Dorna Sports Makes MotoGP Roar With Customized Workflows
Productions include product development and testing with Audio-Technica, Grass Valley
Imagine a sport that attracts a six-figure crowd at every event, self-manages both its entire broadcast and live production all season, picks up and moves its sprawling tent thousands of miles, and does it all again in a matter of weeks — or even days.
MotoGP does just that: 20 races in 17 countries between March and November. In front of about 2.5 million fans, the two-wheeled racing scrimmage can hit 220 mph in the straightaways and an ear-splitting 109 dB on the curves.
On the 1,500-acre campus of the Circuit of the Americas (COTA), in Austin, TX last month, the track’s broad curves and tight doglegs and the densely packed production compound of Dorna Sports, the Spain-based commercial-rights holder for Grand Prix motorcycle racing, suggests what it might be like if the Olympics’ IBC were to deploy once every few weeks instead of every two years.
This past weekend, the Dorna show was in Le Mans for the SHARK Grand Prix de France.
Dorna has been pulling it off for three-plus decades, since acquiring the exclusive commercial and television rights of the FIM Grand Prix World Championship in 1991. Its MotoGP productions deploy more than 180 cameras and scores of microphones as host-broadcast provider, sending feeds to such distributors as BT Sport, DAZN, Sky Sports, Canal+, and Servus TV.
“When Dorna acquired the rights to MotoGP in 1991, we realized there was more than one version of it: every country had its own vision of MotoGP,” says Sergi Sendra i Vives, head of global technology, Dorna Sports. “There was no standardization of the production that made the product unique. That would be Dorna’s mission: to communicate the sport better from a production and rightsholder point of view.”
In 30-plus years of fulfilling that mission, Dorna’s MotoGP staff has grown from just over a dozen to more than 500 people. The production has considerable standardization at this point — of the 160-180 cameras per production, 26-28 are deployed at curves and straightaways on all courses — but, Sendra says, that evolved over time at each venue.
“You need to see the bikes — MotoGP, Moto2, Moto3 — the behavior of the racing,” he explains, noting that each year’s fleets of bikes are prototypes, incorporating design and technical innovations their manufacturers are trying out. “The first race [at each new venue] is going to be the first for the riders, too. In the second year, we learn from that — maybe there is a need to change camera positions — and the third is when the positions may be made permanent.
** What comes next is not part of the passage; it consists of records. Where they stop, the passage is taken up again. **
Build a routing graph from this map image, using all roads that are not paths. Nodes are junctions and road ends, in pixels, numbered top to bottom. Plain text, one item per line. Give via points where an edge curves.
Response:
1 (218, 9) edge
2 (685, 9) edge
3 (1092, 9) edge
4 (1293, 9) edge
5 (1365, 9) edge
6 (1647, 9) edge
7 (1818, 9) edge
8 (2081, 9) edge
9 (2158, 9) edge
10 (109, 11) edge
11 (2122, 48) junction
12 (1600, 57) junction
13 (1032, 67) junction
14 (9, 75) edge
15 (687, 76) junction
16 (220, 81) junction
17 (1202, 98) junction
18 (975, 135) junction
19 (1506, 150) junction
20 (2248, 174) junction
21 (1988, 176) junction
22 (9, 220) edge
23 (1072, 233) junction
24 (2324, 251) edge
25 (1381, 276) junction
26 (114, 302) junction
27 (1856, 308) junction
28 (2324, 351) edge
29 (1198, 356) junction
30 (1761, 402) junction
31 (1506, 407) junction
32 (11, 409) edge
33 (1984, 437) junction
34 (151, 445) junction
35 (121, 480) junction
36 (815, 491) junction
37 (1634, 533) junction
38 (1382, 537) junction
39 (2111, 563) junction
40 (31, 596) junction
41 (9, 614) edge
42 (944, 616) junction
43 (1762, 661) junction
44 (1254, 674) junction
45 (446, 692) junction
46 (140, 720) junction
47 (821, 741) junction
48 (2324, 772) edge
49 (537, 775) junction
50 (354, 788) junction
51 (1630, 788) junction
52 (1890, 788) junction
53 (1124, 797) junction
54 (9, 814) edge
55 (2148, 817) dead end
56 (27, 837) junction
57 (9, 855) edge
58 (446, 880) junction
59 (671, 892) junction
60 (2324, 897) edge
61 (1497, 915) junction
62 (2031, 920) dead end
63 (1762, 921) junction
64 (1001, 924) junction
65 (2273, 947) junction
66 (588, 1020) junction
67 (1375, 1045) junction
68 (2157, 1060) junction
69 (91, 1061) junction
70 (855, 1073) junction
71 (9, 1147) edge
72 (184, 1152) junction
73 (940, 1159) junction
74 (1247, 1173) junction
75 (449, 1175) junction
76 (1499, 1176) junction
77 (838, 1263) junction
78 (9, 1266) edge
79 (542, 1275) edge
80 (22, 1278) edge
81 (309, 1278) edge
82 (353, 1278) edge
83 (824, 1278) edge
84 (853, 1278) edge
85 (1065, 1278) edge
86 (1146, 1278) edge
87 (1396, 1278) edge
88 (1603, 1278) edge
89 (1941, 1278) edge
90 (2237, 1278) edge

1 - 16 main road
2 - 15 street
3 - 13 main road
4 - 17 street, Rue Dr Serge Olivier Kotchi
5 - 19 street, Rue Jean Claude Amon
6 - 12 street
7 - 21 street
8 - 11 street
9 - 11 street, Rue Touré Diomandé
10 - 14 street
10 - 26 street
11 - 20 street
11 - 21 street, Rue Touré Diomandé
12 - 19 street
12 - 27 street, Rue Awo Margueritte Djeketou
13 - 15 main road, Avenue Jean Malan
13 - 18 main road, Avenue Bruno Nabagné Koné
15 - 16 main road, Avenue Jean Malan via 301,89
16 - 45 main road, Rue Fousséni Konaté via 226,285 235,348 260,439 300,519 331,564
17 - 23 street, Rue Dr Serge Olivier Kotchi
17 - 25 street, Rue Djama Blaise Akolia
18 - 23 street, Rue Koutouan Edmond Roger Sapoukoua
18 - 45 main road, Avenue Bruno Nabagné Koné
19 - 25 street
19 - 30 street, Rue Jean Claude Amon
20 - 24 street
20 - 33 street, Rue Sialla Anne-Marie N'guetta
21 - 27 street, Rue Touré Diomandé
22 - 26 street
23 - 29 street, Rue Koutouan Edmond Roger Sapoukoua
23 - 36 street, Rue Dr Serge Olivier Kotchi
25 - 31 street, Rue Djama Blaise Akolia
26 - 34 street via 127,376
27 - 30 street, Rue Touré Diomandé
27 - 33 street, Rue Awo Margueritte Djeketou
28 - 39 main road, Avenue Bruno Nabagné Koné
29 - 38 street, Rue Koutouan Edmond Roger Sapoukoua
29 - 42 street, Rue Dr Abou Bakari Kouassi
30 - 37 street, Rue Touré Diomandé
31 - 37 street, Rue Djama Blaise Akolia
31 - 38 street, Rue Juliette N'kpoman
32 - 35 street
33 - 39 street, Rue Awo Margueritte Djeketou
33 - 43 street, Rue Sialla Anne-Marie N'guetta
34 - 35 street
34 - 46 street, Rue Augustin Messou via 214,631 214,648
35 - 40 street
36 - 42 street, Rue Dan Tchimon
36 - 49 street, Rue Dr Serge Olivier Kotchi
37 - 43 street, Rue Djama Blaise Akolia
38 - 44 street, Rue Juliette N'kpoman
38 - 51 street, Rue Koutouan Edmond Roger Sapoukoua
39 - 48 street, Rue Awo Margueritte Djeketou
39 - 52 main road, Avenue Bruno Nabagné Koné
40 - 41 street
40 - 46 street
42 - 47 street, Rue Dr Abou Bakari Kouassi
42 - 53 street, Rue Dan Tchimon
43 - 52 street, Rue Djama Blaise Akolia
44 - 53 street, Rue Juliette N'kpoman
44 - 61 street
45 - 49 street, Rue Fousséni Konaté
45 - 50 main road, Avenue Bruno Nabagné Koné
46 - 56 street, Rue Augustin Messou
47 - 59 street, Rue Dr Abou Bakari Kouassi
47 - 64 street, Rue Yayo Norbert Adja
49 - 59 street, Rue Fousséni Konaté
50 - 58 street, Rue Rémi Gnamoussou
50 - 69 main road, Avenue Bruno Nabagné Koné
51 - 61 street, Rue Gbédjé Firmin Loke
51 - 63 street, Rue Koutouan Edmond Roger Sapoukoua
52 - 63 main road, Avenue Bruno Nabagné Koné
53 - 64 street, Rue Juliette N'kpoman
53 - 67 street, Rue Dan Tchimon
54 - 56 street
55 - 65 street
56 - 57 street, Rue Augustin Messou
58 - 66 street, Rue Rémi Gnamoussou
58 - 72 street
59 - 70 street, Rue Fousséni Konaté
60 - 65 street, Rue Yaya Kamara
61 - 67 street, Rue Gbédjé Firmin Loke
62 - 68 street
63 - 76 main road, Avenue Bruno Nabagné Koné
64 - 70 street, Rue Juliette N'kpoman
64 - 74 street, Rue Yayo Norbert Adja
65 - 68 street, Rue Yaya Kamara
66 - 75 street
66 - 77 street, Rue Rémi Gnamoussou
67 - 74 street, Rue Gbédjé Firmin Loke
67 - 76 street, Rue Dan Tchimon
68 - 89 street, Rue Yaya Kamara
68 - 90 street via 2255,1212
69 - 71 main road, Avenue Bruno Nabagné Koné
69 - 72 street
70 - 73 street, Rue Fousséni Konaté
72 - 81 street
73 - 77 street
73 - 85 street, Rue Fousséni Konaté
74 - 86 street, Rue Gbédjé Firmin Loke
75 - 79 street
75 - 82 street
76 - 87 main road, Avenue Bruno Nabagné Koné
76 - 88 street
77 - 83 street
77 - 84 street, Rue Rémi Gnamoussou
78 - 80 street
I’d say that 70%-80% of the production is the same from place to place, but the other 20% we need to adapt to each venue. It’s not like doing a football game in stadiums that are the same everywhere. That’s why we had to develop our own processes. For every MotoGP race, the riders have to adjust to the track. We do the same.”
Dorna Sports carries its own gear to set up the media compound— an estimated 80 tons of it — all loaded into custom flight cases. Certain cases — the modular, dual-expando production-control room, the audio-mix control room (ACR), the RF-management room — constitute their own package: unplugged, closed up, and ready to be loaded aboard a truck or an aircraft. The company contracts locally for certain services, such as the crane needed to place control units in the broadcast compound and cameras on their perches.
Besides bringing the production gear, Sendra notes, Dorna carries its own production culture. “We’re like the host broadcaster for the Olympics because our people do the same work no matter where the race takes place. We have to adapt for local conditions, like humidity in places like Malaysia or Indonesia, but the process is the same. It’s important to bring the same people who have the knowledge and experience to every race.”The main broadcast cameras deployed around the track include Steadicams, a Jimmy Jib, airborne cams, super-slow-motion cameras, and an eight-gyroscope gyrocam. Some have an Audio-Technica BP28L mono or BP4027 stereo shotgun mic attached. Others are matched with a pair of mono shotguns placed in X-Y configuration of either 90 or 110 degrees of incidence, depending on the location, and attached to track fences to pick up Doppler-type sound effects as bikes approach and depart. Track audio is embedded in the video signal and de-embedded at the ACR.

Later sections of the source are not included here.